Voyez la mise en scène d’En attendant Godot par Walter D. Asmus (partie 1 et partie 2 sur YouTube ou sur Archive.org).

Lisez également la notice bibliographique sur le site de la BNF puis répondez aux questions suivantes en rédigeant et en justifiant entièrement vos réponses. Appuyez-vous sur des exemples précis extraits du texte.

  1. Que se passe-t-il dans cette pièce ?
  2. Qui est Godot ?
  3. Est-ce une pièce drôle ou tragique ?

Correction (éléments de réponses)

1. En attendant Godot ne raconte pas une histoire. « Rien ne se passe, personne ne vient, personne ne s’en va, c’est terrible », dit Estragon.

Essayons tout de même un résumé. Au premier acte, sur une route de campagne, au pied d’un arbre, deux vagabonds (Vladimir et Estragon) attendent la venue d’un certain Godot avec lequel ils pensent avoir rendez-vous. À la fin de l’acte, ils apprennent que Godot ne viendra pas, mais qu’il le fera le lendemain. Le deuxième acte répète exactement le même canevas.

Symétrie des deux actes qui se terminent tous deux par ce dialogue mais inversé :

ESTRAGON. — Alors, on y va ?
Ils ne bougent pas.

À chaque acte, ils rencontrent le couple formé par Pozzo et Lucky, tour à tour maître et esclave. À chaque acte, Vladimir et Estragon tentent de se suicider et échouent. Ces changements soulignent davantage l’uniformité de la pièce que la variation.
C’est donc l’histoire d’une attente (« On attend » est répété 14 fois). Il ne se passe rien. La phrase « Rien à faire », « Nous n’avons plus rien à faire ici » ou « Il n'y a rien à faire » est répétée cinq fois dans la pièce. On est tenté de conclure comme Pozzo et dire « C’est comme ça que ça se passe sur cette putain de terre ». Toutefois l’attente *semble* synonyme d’un espoir (du moins pour Vladimir, car nous verrons qu’il n’en est rien pour Estragon). Il s’agit d’attendre la venue de Godot :

ESTRAGON. — Et s’il vient ?
VLADIMIR. — Nous serons sauvés.

2. On a pu voir dans Godot une allusion à « god » et même un diminutif formé de la même façon que Pierre/Pierrot ou Charles/Charlot (allusion renforcée par le chapeau melon portée par les personnages de la pièce à la manière de Charlie Chaplin) ou encore la contraction de « godillot ».
Le titre de la pièce peut aussi être une allusion à L’Attente de Dieu de Simone Weil.
On peut y voir une référence au personnage de Balzac Godeau dans la comédie du Faiseur (plus connue sous le titre de Mercadet).
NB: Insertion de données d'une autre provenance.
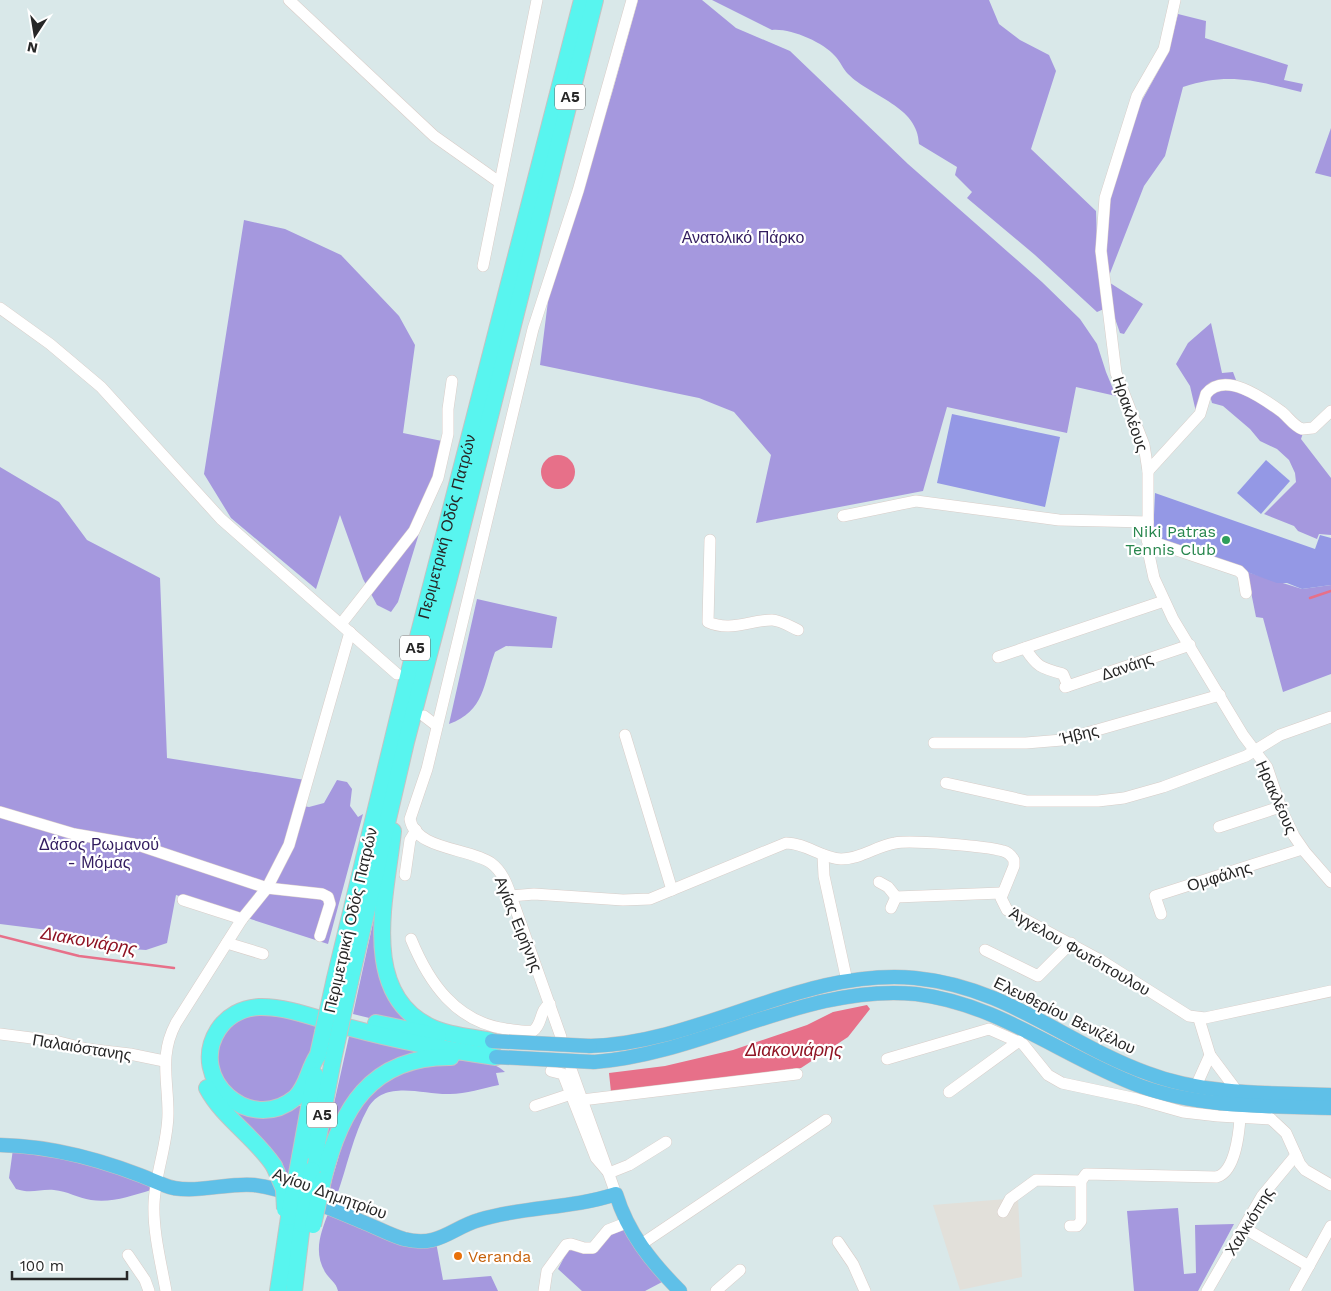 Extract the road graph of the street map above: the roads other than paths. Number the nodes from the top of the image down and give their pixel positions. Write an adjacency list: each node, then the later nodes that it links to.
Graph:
1 (289, 0): 7 (street)
2 (537, 0): 7 (street)
3 (582, 0): 58 (highway, Περιμετρική Οδός Πατρών / Α5)
4 (595, 0): 17 (highway, Περιμετρική Οδός Πατρών / Α5)
5 (632, 0): 29 (street)
6 (1175, 0): 12 (street, Ηρακλέους)
7 (499, 182): 8 (street)
8 (482, 266)
9 (0, 308): 20 (street)
10 (452, 382): 20 (street)
11 (1331, 411): 12 (street)
12 (1148, 471): 14 (street, Ηρακλέους)
13 (843, 516): 14 (street)
14 (1148, 522): 16 (street, Ηρακλέους)
15 (710, 540): 21 (street)
16 (1148, 540): 18 (street); 19 (street, Ηρακλέους)
17 (451, 571): 58 (highway, Περιμετρική Οδός Πατρών / Α5); 65 (highway)
18 (1246, 593)
19 (1164, 601): 22 (street, Ηρακλέους); 23 (street)
20 (345, 628): 25 (street); 43 (street)
21 (798, 630)
22 (1190, 645): 23 (street, Δανάης); 26 (street, Ηρακλέους)
23 (1025, 648): 24 (street)
24 (998, 657)
25 (397, 674)
26 (1220, 696): 31 (street, Ήβης); 32 (street, Ηρακλέους)
27 (424, 716): 29 (street)
28 (1331, 717): 32 (street)
29 (437, 726): 37 (street)
30 (625, 735): 44 (street)
31 (934, 743)
32 (1256, 751): 33 (street); 34 (street, Ηρακλέους)
33 (946, 783)
34 (1280, 806): 36 (street); 38 (street, Ηρακλέους)
35 (0, 812): 43 (street)
36 (1219, 827)
37 (416, 830): 41 (street); 46 (street, Αγίας Ειρήνης)
38 (1302, 849): 40 (street, Ηρακλέους); 50 (street, Ομφάλης)
39 (823, 855): 44 (street, Άγγελου Φωτόπουλου); 45 (street, Άγγελου Φωτόπουλου); 59 (street)
40 (1328, 874)
41 (405, 875)
42 (879, 882): 47 (street)
43 (267, 888): 51 (street); 52 (street)
44 (672, 890): 46 (street, Άγγελου Φωτόπουλου)
45 (1002, 893): 47 (street); 55 (street, Άγγελου Φωτόπουλου)
46 (512, 896): 61 (street, Αγίας Ειρήνης)
47 (896, 896): 49 (street)
48 (183, 900): 51 (street)
49 (891, 908)
50 (1161, 914)
51 (242, 919): 54 (street)
52 (320, 936)
53 (412, 939): 61 (street)
54 (227, 943): 57 (street); 71 (street)
55 (1071, 943): 56 (street); 62 (street, Άγγελου Φωτόπουλου)
56 (985, 950)
57 (263, 954)
58 (342, 980): 69 (highway, Περιμετρική Οδός Πατρών / Α5, bridge)
59 (847, 981): 65 (main road, Ελευθερίου Βενιζέλου, bridge); 75 (main road, Ελευθερίου Βενιζέλου)
60 (1331, 992): 62 (street)
61 (550, 1004): 64 (street, Αγίας Ειρήνης)
62 (1199, 1019): 67 (street)
63 (0, 1034): 71 (street, Παλαιόστανης)
64 (561, 1037)
65 (492, 1041): 96 (highway, bridge)
66 (1019, 1041): 70 (street); 77 (street); 84 (street)
67 (1210, 1055): 75 (street); 76 (street)
68 (496, 1057): 69 (highway); 83 (main road, Ελευθερίου Βενιζέλου, bridge); 90 (highway)
69 (326, 1058): 90 (highway, Περιμετρική Οδός Πατρών / Α5); 96 (highway, Περιμετρική Οδός Πατρών / Α5, bridge)
70 (887, 1059)
71 (164, 1061): 92 (street)
72 (571, 1069): 80 (street)
73 (551, 1071): 78 (street)
74 (798, 1074): 80 (street)
75 (1196, 1086): 76 (main road, Ελευθερίου Βενιζέλου)
76 (1237, 1091): 79 (main road, Ελευθερίου Βενιζέλου)
77 (949, 1092)
78 (571, 1094): 81 (street); 89 (street)
79 (1331, 1095)
80 (582, 1100): 89 (street)
81 (535, 1106)
82 (1331, 1108): 83 (main road, Ελευθερίου Βενιζέλου)
83 (1269, 1112): 84 (street); 88 (street)
84 (1240, 1118): 91 (street)
85 (826, 1120): 102 (street)
86 (666, 1142): 89 (street)
87 (0, 1145): 92 (main road, Αγίου Δημητρίου)
88 (1296, 1155): 93 (street); 100 (street, Χαλκιόπης)
89 (609, 1173): 94 (street)
90 (318, 1175): 96 (highway, Περιμετρική Οδός Πατρών / Α5, bridge)
91 (1081, 1180): 95 (street); 98 (street)
92 (158, 1181): 94 (main road, Αγίου Δημητρίου); 107 (street)
93 (1331, 1185)
94 (616, 1194): 97 (main road)
95 (1002, 1212)
96 (297, 1220): 108 (highway); 109 (highway, Περιμετρική Οδός Πατρών / Α5); 110 (highway)
97 (626, 1223): 102 (main road); 111 (street)
98 (1070, 1226)
99 (1331, 1226): 104 (street)
100 (1244, 1228): 104 (street); 115 (street, Χαλκιόπης)
101 (838, 1242): 114 (street)
102 (640, 1245): 112 (main road)
103 (128, 1255): 106 (street)
104 (1309, 1266): 116 (street)
105 (740, 1270): 113 (street)
106 (149, 1291)
107 (166, 1291)
108 (278, 1291)
109 (294, 1291)
110 (299, 1291)
111 (544, 1291)
112 (680, 1291)
113 (716, 1291)
114 (865, 1291)
115 (1206, 1291)
116 (1295, 1291)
Dans cette pièce, Mercadet est un agent de change qui attribue ses difficultés financières à son ancien Godeau qui a disparu avec leur capital commun. L’espoir du retour de Godeau et donc du remboursement des fonds détournés est constamment agité par Mercadet à l’adresse des créancier. Beckett dit ne pas connaître la pièce au moment de l’écriture de la sienne.
Toutefois, l’identité de Godot est secondaire. Le sujet de la pièce n’est pas Godot, mais l’attente, l’acte d’attendre en tant qu’aspect essentiel de la condition humaine. Beckett disait par ailleurs à Alan Schneider qui fit la première mise en scène américaine de En attendant Godot et qui lui demandait qui était ou que signifiait Godot : « Si je le savais, je l’aurais dit dans la pièce ».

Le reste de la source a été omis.